▶ Task details
Check every line of the data below for "Alberto". Copy each one that has it.

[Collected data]
▬▬▬▬▬▬

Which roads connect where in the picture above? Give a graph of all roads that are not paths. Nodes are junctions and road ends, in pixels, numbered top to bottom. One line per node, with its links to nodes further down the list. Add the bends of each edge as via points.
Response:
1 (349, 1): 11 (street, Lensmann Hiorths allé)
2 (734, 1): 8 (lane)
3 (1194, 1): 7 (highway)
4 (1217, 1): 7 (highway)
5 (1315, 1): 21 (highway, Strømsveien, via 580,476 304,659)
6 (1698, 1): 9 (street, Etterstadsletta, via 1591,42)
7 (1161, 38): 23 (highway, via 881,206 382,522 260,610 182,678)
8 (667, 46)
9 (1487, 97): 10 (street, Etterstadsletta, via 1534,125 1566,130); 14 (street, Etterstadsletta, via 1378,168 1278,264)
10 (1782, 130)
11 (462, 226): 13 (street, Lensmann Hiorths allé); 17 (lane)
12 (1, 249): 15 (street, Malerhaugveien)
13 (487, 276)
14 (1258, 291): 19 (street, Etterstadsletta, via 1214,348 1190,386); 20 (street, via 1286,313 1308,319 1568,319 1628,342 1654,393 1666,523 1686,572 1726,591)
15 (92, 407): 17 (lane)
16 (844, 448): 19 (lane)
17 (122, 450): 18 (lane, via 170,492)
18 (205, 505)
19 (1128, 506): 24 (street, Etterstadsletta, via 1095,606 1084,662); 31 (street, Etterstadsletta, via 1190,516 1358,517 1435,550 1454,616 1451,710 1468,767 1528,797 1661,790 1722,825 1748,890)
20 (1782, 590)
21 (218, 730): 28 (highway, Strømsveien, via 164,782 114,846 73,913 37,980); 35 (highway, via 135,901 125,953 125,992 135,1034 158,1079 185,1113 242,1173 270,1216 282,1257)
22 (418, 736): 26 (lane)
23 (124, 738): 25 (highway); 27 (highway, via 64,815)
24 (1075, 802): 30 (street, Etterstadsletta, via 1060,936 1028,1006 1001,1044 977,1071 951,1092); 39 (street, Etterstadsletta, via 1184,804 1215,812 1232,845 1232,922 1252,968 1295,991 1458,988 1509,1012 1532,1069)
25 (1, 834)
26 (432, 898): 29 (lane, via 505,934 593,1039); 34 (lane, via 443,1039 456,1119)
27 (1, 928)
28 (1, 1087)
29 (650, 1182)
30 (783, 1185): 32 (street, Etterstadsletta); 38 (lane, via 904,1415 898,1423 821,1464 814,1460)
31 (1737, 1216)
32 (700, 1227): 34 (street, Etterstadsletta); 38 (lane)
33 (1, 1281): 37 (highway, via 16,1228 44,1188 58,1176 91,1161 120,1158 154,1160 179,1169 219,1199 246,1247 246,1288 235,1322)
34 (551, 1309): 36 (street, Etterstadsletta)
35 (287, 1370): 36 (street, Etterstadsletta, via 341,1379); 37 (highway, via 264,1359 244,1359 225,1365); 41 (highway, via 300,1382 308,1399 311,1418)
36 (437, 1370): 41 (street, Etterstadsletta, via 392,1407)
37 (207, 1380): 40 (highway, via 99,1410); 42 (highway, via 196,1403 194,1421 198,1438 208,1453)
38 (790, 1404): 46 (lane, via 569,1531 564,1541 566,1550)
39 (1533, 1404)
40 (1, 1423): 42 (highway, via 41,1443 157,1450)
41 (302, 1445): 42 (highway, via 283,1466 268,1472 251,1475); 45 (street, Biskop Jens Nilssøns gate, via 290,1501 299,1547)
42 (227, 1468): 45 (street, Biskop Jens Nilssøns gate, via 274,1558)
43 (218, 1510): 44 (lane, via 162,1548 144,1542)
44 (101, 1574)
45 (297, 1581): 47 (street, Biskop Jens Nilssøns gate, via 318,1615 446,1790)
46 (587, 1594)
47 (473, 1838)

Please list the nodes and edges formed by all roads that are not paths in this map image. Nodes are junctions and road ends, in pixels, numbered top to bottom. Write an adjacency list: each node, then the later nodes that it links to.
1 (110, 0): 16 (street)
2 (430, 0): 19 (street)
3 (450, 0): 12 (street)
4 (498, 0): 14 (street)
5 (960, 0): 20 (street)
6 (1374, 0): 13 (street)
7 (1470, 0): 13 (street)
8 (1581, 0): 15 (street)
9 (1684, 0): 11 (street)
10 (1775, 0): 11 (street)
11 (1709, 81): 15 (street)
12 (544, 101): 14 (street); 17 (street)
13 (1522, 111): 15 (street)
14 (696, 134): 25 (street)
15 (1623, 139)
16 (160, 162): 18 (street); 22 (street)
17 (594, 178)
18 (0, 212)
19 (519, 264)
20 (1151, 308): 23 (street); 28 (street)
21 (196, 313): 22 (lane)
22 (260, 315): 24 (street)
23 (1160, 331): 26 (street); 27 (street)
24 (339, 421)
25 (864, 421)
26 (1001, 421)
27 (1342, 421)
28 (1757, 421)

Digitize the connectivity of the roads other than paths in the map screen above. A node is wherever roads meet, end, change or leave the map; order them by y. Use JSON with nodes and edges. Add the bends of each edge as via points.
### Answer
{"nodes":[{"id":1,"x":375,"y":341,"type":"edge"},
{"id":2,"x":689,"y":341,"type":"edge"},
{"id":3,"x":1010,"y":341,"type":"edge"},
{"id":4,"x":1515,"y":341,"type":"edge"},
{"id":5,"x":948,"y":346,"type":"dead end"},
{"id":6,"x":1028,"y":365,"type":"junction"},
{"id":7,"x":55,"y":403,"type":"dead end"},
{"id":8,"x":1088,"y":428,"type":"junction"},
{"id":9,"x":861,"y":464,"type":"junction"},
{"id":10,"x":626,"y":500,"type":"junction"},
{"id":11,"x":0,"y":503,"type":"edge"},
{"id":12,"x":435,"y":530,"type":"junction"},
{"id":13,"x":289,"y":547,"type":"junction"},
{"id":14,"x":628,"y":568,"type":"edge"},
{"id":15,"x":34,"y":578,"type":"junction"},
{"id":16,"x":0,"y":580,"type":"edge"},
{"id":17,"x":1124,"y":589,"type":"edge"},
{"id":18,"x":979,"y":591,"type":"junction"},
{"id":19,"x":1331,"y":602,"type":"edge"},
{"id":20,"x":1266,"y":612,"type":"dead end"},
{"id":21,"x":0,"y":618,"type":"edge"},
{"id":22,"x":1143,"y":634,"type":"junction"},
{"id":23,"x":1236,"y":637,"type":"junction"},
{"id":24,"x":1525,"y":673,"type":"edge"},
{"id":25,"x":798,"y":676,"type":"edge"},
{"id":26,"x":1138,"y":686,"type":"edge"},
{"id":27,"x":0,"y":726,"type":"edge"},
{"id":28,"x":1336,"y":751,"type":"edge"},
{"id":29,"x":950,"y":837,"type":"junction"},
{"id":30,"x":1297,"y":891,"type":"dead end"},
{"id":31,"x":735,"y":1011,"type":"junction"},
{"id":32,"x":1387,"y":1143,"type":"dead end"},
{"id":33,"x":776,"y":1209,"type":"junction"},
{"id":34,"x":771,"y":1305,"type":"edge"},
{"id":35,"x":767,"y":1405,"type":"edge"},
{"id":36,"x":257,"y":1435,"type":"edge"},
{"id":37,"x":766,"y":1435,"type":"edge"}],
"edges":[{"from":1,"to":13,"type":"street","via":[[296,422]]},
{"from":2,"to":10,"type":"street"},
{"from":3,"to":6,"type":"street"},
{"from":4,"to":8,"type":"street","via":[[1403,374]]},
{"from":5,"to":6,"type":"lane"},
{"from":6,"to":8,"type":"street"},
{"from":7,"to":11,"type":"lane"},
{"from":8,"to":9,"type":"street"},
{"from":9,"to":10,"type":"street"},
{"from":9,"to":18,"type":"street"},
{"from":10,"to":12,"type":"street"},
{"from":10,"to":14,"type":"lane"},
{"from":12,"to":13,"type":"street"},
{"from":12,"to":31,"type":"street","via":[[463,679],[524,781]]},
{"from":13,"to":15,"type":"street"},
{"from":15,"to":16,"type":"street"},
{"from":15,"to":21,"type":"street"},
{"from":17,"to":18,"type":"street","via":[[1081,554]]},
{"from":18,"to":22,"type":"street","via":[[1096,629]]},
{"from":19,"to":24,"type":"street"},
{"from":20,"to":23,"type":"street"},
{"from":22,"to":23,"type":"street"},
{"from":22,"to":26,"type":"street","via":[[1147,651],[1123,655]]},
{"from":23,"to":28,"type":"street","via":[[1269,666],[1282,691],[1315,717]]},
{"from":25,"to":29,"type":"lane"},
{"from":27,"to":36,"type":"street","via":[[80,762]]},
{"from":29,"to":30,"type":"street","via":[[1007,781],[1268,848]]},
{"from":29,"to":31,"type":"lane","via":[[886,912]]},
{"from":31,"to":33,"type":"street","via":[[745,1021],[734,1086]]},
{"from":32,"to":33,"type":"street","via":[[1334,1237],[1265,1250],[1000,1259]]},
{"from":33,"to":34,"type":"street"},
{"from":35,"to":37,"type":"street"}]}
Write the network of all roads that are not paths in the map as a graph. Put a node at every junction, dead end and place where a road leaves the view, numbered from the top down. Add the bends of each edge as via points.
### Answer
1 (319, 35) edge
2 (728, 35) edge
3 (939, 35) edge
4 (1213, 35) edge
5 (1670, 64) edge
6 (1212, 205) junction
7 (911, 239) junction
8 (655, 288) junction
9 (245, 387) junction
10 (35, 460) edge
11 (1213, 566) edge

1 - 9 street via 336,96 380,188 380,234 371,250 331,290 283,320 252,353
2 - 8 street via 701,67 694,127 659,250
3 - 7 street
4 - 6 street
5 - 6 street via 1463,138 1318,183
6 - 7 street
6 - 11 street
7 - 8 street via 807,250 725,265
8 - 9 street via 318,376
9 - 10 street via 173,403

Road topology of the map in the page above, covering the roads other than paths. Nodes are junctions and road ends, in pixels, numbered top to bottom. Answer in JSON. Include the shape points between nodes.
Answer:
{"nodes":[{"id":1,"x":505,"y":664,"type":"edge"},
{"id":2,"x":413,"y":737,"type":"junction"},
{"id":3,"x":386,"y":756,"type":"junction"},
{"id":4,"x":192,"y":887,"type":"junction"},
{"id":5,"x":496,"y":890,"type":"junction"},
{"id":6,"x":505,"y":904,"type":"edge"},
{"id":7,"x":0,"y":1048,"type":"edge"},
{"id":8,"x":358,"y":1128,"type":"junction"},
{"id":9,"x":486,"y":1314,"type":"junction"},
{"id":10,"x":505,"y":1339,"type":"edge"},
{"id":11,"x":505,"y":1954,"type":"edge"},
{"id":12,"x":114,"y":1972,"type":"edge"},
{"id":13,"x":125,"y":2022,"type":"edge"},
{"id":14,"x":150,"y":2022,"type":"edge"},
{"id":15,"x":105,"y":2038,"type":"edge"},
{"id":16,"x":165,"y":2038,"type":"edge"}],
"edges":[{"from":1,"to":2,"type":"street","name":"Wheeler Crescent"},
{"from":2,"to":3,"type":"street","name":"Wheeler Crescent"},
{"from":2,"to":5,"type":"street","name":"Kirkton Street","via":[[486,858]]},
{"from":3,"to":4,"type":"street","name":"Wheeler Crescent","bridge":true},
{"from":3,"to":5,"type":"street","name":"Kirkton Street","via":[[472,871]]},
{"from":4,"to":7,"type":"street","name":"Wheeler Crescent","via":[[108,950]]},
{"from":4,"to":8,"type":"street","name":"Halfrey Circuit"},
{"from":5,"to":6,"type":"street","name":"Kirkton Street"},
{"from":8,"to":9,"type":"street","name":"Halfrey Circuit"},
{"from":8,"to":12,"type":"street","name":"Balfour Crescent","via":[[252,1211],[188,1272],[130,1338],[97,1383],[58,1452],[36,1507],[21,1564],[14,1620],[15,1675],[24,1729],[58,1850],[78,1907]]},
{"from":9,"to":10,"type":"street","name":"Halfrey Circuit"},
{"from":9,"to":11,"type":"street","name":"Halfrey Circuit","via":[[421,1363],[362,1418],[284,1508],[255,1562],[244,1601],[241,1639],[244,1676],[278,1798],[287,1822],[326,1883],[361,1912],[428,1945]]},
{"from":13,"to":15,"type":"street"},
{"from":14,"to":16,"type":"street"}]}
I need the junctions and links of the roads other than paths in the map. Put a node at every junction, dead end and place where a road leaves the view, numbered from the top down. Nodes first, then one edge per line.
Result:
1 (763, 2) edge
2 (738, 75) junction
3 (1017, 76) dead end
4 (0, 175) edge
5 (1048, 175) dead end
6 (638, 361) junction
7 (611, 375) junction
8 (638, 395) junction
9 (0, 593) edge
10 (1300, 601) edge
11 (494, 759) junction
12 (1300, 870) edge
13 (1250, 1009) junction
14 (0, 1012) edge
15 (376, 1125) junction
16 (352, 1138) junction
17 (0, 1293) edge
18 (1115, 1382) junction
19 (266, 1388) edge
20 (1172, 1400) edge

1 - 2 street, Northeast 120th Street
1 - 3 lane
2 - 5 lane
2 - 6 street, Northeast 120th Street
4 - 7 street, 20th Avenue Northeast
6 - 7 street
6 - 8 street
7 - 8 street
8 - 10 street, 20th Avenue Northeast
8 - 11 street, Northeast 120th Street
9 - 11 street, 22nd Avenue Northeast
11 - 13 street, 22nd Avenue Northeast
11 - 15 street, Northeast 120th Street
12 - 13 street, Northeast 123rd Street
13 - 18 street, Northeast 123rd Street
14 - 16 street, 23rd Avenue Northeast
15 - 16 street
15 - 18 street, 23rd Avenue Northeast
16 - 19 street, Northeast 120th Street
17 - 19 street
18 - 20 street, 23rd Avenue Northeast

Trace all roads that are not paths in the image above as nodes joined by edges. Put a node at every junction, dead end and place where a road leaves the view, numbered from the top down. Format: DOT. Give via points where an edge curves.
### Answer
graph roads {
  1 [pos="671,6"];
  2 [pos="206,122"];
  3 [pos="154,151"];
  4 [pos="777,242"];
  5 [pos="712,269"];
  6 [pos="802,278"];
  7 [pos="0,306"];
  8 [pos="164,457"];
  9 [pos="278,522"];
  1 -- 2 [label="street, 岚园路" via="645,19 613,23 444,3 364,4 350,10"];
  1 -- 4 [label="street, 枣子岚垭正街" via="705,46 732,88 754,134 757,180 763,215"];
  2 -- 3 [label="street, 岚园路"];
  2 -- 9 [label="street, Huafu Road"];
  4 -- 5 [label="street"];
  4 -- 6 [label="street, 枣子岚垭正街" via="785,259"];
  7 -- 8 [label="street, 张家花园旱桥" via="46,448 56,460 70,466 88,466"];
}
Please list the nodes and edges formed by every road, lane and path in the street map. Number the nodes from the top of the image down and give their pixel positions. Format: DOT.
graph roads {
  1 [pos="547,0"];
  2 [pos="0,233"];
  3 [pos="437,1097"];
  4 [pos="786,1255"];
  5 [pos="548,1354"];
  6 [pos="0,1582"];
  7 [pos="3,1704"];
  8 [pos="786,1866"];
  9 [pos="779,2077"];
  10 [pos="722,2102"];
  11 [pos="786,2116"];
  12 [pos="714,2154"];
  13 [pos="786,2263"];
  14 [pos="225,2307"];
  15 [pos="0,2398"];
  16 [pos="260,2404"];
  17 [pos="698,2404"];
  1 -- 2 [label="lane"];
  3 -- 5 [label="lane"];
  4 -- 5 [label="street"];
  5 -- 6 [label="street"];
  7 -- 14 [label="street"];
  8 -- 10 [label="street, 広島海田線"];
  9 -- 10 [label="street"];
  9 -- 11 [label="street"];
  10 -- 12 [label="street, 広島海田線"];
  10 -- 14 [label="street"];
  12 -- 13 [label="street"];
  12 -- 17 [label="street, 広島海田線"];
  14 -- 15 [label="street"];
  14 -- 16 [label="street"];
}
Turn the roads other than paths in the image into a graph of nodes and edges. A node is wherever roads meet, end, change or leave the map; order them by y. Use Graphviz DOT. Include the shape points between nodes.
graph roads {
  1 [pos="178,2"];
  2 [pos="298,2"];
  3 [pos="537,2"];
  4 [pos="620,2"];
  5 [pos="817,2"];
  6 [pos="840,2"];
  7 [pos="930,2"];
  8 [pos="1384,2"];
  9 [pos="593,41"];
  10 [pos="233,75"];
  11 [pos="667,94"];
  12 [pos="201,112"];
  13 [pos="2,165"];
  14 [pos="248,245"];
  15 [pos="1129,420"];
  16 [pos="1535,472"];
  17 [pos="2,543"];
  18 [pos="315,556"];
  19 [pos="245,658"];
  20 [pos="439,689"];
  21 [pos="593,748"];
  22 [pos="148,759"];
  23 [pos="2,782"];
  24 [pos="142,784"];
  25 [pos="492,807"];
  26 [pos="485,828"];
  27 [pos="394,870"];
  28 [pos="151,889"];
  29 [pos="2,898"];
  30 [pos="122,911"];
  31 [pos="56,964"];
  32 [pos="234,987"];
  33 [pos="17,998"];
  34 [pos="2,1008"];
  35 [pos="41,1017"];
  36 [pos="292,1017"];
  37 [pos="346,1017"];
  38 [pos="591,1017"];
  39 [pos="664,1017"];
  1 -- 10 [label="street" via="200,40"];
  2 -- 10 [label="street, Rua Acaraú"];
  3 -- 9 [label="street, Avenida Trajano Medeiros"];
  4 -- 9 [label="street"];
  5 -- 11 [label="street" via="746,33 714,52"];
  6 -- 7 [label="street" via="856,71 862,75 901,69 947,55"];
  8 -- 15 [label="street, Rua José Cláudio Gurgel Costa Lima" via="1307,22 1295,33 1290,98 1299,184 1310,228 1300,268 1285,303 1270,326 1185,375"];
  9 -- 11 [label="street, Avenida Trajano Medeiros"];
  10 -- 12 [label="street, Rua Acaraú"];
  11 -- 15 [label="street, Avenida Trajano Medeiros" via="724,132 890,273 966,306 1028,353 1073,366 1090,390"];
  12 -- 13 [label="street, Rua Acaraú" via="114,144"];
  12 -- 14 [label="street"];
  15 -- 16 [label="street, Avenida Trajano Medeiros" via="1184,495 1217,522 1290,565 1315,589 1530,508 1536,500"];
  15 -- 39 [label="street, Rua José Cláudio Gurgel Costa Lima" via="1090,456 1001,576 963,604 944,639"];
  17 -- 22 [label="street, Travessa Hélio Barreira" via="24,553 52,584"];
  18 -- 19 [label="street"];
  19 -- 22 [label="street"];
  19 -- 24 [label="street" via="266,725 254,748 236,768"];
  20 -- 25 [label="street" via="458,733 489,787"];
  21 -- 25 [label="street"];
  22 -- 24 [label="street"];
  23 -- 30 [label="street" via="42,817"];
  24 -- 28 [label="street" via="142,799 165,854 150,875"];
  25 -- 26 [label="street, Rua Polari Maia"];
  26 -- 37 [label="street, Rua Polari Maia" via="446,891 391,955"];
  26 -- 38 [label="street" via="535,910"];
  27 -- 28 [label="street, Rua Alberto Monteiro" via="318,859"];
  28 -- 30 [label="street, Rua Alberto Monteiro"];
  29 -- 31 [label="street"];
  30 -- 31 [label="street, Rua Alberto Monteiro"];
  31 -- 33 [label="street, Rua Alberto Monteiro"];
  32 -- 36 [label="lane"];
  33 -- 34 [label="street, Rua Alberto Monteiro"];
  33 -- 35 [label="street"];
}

▬▬▬▬▬▬

▶ Result
  27 -- 28 [label="street, Rua Alberto Monteiro" via="318,859"];
  28 -- 30 [label="street, Rua Alberto Monteiro"];
  30 -- 31 [label="street, Rua Alberto Monteiro"];
  31 -- 33 [label="street, Rua Alberto Monteiro"];
  33 -- 34 [label="street, Rua Alberto Monteiro"];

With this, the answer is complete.